* _PROBLEM TO WORK ON_
Only a slice of the listing below is wanted. Retype the lines from the one containing "middle tip: (262, 344)" through the one containing "pinky tip: (1206, 943)", exactly, both ends included.

* _RECORDS FOR THIS TASK_
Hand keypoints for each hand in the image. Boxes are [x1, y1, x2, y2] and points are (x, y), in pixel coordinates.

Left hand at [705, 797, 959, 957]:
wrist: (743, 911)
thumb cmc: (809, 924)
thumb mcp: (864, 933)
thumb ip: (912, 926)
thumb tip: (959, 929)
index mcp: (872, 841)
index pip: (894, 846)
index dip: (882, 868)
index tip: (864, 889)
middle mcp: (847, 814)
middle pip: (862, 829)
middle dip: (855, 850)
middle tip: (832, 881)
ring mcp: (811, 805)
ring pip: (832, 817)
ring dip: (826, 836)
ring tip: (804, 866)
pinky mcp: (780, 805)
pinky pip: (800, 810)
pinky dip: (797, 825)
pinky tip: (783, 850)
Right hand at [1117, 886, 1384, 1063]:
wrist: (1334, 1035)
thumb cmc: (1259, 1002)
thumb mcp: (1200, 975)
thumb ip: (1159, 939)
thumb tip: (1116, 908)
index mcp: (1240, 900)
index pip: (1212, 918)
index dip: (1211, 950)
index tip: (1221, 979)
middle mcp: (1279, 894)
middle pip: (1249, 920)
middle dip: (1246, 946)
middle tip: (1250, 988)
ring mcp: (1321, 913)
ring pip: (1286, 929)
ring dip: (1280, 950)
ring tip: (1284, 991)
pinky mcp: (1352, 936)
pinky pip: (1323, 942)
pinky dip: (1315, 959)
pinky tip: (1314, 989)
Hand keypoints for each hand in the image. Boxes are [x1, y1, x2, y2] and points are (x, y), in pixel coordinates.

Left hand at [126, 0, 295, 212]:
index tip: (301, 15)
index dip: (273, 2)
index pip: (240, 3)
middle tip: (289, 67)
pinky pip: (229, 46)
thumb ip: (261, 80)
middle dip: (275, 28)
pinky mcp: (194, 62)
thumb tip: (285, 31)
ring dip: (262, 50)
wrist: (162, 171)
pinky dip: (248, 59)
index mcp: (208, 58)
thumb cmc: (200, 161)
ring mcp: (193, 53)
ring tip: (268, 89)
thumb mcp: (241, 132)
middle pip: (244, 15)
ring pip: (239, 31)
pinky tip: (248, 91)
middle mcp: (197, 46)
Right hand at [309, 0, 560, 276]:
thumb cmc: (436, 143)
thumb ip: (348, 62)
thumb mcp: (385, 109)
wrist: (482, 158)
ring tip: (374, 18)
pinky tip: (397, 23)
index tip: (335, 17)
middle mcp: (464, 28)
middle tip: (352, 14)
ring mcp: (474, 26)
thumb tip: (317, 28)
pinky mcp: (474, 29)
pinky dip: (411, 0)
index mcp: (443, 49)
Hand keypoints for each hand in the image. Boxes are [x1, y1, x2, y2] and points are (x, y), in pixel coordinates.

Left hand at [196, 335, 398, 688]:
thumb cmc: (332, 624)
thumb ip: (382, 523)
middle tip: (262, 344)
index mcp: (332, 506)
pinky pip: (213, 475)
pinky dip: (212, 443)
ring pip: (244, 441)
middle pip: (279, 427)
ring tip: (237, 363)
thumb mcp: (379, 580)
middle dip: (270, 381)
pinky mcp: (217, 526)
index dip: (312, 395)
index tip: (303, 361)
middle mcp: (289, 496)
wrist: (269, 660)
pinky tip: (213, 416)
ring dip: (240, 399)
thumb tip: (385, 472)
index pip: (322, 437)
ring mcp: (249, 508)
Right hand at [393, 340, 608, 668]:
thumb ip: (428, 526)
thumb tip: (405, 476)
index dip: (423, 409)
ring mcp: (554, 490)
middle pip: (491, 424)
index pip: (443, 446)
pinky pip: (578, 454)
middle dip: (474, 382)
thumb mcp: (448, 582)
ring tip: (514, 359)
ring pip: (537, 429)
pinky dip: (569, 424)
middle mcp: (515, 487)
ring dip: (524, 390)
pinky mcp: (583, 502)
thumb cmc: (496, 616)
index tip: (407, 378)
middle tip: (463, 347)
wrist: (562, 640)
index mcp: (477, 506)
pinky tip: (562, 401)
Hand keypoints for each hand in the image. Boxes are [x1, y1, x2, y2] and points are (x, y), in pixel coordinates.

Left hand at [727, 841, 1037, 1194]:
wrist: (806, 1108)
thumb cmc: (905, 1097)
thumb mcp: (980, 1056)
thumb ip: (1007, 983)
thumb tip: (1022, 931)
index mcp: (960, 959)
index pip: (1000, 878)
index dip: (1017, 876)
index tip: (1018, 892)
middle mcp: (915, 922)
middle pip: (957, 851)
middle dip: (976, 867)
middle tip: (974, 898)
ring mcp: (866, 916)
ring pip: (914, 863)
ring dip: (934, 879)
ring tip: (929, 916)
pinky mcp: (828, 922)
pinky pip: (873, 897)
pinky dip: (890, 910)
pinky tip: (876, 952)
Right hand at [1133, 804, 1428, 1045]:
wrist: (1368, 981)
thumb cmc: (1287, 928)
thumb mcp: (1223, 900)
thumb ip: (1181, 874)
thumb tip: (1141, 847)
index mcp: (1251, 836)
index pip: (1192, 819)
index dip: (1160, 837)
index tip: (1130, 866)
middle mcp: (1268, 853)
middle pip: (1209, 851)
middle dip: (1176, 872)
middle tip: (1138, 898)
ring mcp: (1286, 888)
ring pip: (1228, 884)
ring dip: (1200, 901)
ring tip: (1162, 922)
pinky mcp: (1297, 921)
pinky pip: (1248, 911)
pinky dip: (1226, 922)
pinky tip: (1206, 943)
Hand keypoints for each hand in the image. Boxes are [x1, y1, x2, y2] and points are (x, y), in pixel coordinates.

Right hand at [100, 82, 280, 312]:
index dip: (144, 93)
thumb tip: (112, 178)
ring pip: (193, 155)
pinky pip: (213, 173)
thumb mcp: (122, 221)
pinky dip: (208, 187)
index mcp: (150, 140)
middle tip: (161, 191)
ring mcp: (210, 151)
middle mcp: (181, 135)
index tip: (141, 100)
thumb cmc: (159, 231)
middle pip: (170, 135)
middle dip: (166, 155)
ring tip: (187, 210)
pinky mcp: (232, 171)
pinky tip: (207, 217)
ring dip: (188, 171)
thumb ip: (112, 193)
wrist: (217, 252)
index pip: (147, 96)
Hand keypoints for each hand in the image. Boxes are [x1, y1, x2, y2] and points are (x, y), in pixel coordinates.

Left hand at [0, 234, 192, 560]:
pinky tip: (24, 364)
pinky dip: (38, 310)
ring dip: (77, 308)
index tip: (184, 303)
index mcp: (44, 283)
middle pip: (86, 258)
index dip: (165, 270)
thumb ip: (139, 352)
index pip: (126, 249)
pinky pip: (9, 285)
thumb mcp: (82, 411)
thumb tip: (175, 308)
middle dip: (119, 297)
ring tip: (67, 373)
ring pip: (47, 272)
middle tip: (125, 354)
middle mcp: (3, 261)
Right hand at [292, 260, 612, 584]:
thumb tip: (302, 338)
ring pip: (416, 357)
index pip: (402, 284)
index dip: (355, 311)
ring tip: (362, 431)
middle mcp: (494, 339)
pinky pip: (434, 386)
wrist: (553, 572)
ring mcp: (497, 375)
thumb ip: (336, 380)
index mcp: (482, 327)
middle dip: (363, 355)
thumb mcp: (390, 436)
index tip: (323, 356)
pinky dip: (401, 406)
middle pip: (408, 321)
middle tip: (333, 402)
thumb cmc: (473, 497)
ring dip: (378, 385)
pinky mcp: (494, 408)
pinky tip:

* _RESPONSE AREA_
middle tip: (262, 344)
index mcp: (332, 506)
pinky pip: (213, 475)
pinky dip: (212, 443)
ring pip: (244, 441)
middle pip: (279, 427)
ring tip: (237, 363)
thumb mcp: (379, 580)
middle dip: (270, 381)
pinky mcp: (217, 526)
index dip: (312, 395)
index tip: (303, 361)
middle mcp: (289, 496)
wrist: (269, 660)
pinky tip: (213, 416)
ring dip: (240, 399)
thumb tip: (385, 472)
index pip: (322, 437)
ring mcp: (249, 508)
Right hand at [393, 340, 608, 668]:
thumb ip: (428, 526)
thumb tip: (405, 476)
index dip: (423, 409)
ring mcp: (554, 490)
middle pip: (491, 424)
index pip: (443, 446)
pinky pip: (578, 454)
middle dip: (474, 382)
thumb mcp: (448, 582)
ring tip: (514, 359)
ring pip: (537, 429)
pinky dip: (569, 424)
middle mcp: (515, 487)
ring dip: (524, 390)
pinky mcp: (583, 502)
thumb cmc: (496, 616)
index tip: (407, 378)
middle tip: (463, 347)
wrist: (562, 640)
index mcp: (477, 506)
pinky tip: (562, 401)
Hand keypoints for each hand in the image. Boxes are [x1, y1, x2, y2] and points are (x, y), in pixel coordinates.

Left hand at [727, 841, 1037, 1194]:
wrist: (806, 1108)
thumb cmc: (905, 1097)
thumb mcp: (980, 1056)
thumb ip: (1007, 983)
thumb tip: (1022, 931)
index mcp: (960, 959)
index pip: (1000, 878)
index dip: (1017, 876)
index tip: (1018, 892)
middle mcp: (915, 922)
middle pip: (957, 851)
middle dip: (976, 867)
middle tip: (974, 898)
ring mcp: (866, 916)
ring pip: (914, 863)
ring dip: (934, 879)
ring tip: (929, 916)
pinky mcp: (828, 922)
pinky pip: (873, 897)
pinky dip: (890, 910)
pinky tip: (876, 952)
Right hand at [1133, 804, 1428, 1045]:
wrist: (1368, 981)
thumb cmc: (1287, 928)
thumb mcp: (1223, 900)
thumb ip: (1181, 874)
thumb tip: (1141, 847)
index mcp: (1251, 836)
index pip: (1192, 819)
index dip: (1160, 837)
index tip: (1130, 866)
middle mcp: (1268, 853)
middle pip: (1209, 851)
middle dip: (1176, 872)
middle tip: (1138, 898)
ring mcp: (1286, 888)
ring pip: (1228, 884)
ring dip: (1200, 901)
ring tip: (1162, 922)
pinky mcp: (1297, 921)
pinky pip: (1248, 911)
pinky dip: (1226, 922)
pinky tip: (1206, 943)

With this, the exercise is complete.